Ketua Dewan Komisioner OJK Muliaman Hadad di Jakarta, Jumat (3/2), mengatakan indikator RoA pada 2016 menurun tipis menjadi 2,23% dari 2015 yang sebesar 2,32%. Hal itu disebabkan ada kebutuhan mitigasi risiko terhadap aset perbankan mengingat NPL yang terus menanjak, bahkan pernah mencapai 3,1% (gross).

Pada akhir Desember 2016, NPL gross perbankan telah membaik menjadi 2,93%. "NPL memang menekan RoA. Akan tetapi, penurunan ini tidak drastis dan masih stabil. RoA Indonesia masih relatif lebih tinggi bila dibandingkan dengan negara-negara lain," ujar Muliaman.

Faktor perlambatan pertumbuhan kredit juga menjadi salah satu penekan RoA. OJK mencatat kredit perbankan 2016 hanya tumbuh 7,87% ditandai dengan nyaris stagnannya kredit valuta asing. Pertumbuhan kredit 2016 lebih lamban daripada 2015 yang di kisaran 10%.

Muliaman merinci kredit berdenominasi rupiah tumbuh 9,15%, tetapi kredit valas hanya bertambah 0,92%. Sementara itu, dana pihak ketiga berdenominasi rupiah tumbuh 9,6% dan DPK valuta asing justru melambat alias tumbuh negatif -0,33% meski pada akhir 2015, OJK telah merilis kebijakan yang memudahkan pembukaan rekening bagi warga negara asing di Indonesia.

Cukup Menantang
Ekonom Lembaga Penjamin Simpanan (LPS) Doddy Ariefianto mengamini tahun lalu cukup menantang bagi industri perbankan Tanah Air lantaran adanya upaya pembenahan kredit bermasalah.

Meski demikian, beberapa bank, khususnya bank pelat merah, mampu mencetak pertumbuhan laba bersih walaupun harus mengalokasikan pencadangan cukup besar sepanjang tahun lalu.

Doddy mengatakan pencadangan dilakukan agar alur kredit tidak menjadi masalah bagi kinerja keuangan. Dengan begitu, kinerja bisnis di tahun ini tidak terganggu.

"Sejumlah bank juga melihat performa dari debitur atau perusahaan yang menerima kredit. Performa debitur dilihat, apakah dia (perusahaan meminjam) sedang 'batuk-batuk' sementara saja dan bisa disehatkan pemiliknya. Dari sini bank bisa melakukan penilaian dan menyesuaikan," kata dia dalam keterangan tertulisnya, Jumat (3/2).

Ketika menyalurkan kredit, perbankan pastinya melihat jejak rekam dari perusahaan debitur.
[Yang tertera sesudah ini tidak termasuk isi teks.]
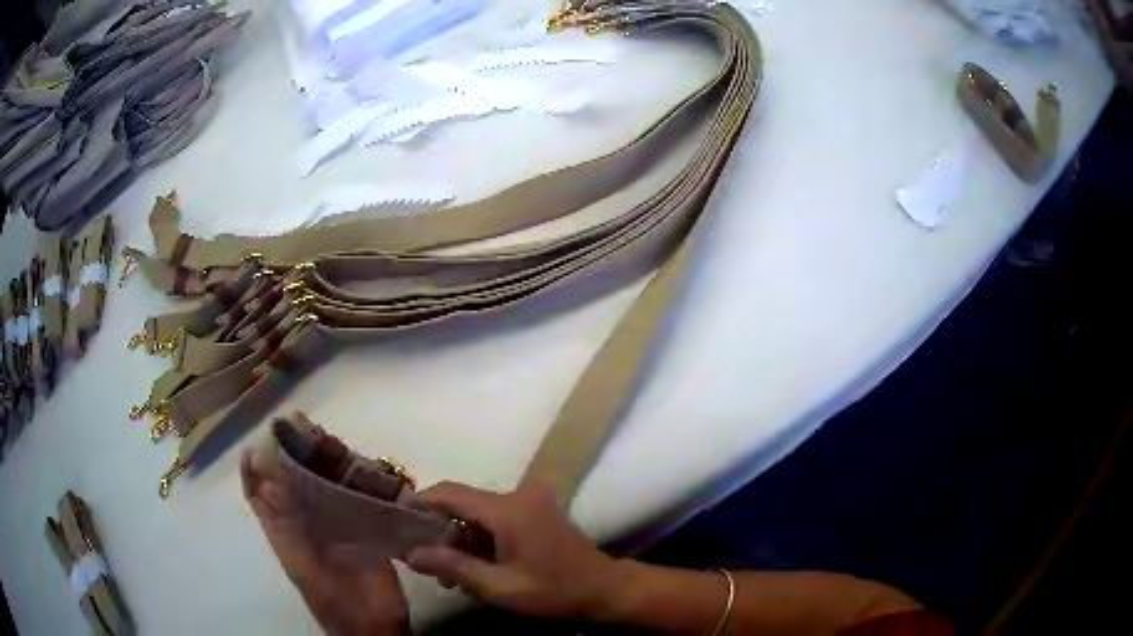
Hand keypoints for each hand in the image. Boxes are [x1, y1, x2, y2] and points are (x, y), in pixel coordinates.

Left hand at [241, 450, 408, 635]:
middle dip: (295, 456)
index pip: (259, 496)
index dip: (253, 469)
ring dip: (327, 464)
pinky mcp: (365, 533)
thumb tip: (270, 476)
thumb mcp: (303, 565)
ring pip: (325, 488)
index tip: (260, 439)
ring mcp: (336, 528)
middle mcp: (307, 525)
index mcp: (285, 534)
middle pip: (294, 484)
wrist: (375, 629)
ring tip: (335, 442)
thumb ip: (286, 525)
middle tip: (306, 429)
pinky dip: (360, 482)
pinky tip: (367, 468)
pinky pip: (359, 500)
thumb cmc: (334, 603)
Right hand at [406, 481, 627, 620]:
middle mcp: (518, 495)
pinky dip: (481, 539)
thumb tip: (411, 553)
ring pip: (478, 513)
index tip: (397, 524)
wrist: (606, 592)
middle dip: (441, 531)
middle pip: (463, 503)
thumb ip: (453, 567)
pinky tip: (476, 568)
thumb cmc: (554, 593)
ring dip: (462, 539)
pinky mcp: (537, 512)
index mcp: (507, 509)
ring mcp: (531, 502)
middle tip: (427, 563)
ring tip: (451, 576)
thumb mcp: (499, 587)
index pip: (449, 492)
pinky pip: (497, 519)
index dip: (420, 504)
Doddy menuturkan pelaku pasar atau investor selalu memantau kinerja perbankan. "Kalau perbankan di Indonesia tebal-tebal (pencadangan), di situ memang konservatif. Hampir semua bank memiliki pencadangan. Menjadi penting ketika tingkat NPL sudah bersih, tidak terlalu tinggi, maka akan membuat laju pertumbuhan kredit meningkat," papar Doddy.

OJK meyakini perbankan bakal lebih bertaji dalam menyalurkan kredit seiring dengan risiko kredit bermasalah yang membaik dan selesainya masa konsolidasi perbankan. Kredit perbankan 2017 diestimasi OJK berkisar 9%-11%.

"Kapasitas mengabsorb risiko yang memadai sehingga ruang mendorong kredit cukup besar, ditambah potensi pertumbuhan ekonomi baik, bisa meyakinkan kita pertumbuhan kredit bisa lebih tinggi daripada tahun lalu," kata Muliaman. (Fat/Ant/Mtvn/E-1)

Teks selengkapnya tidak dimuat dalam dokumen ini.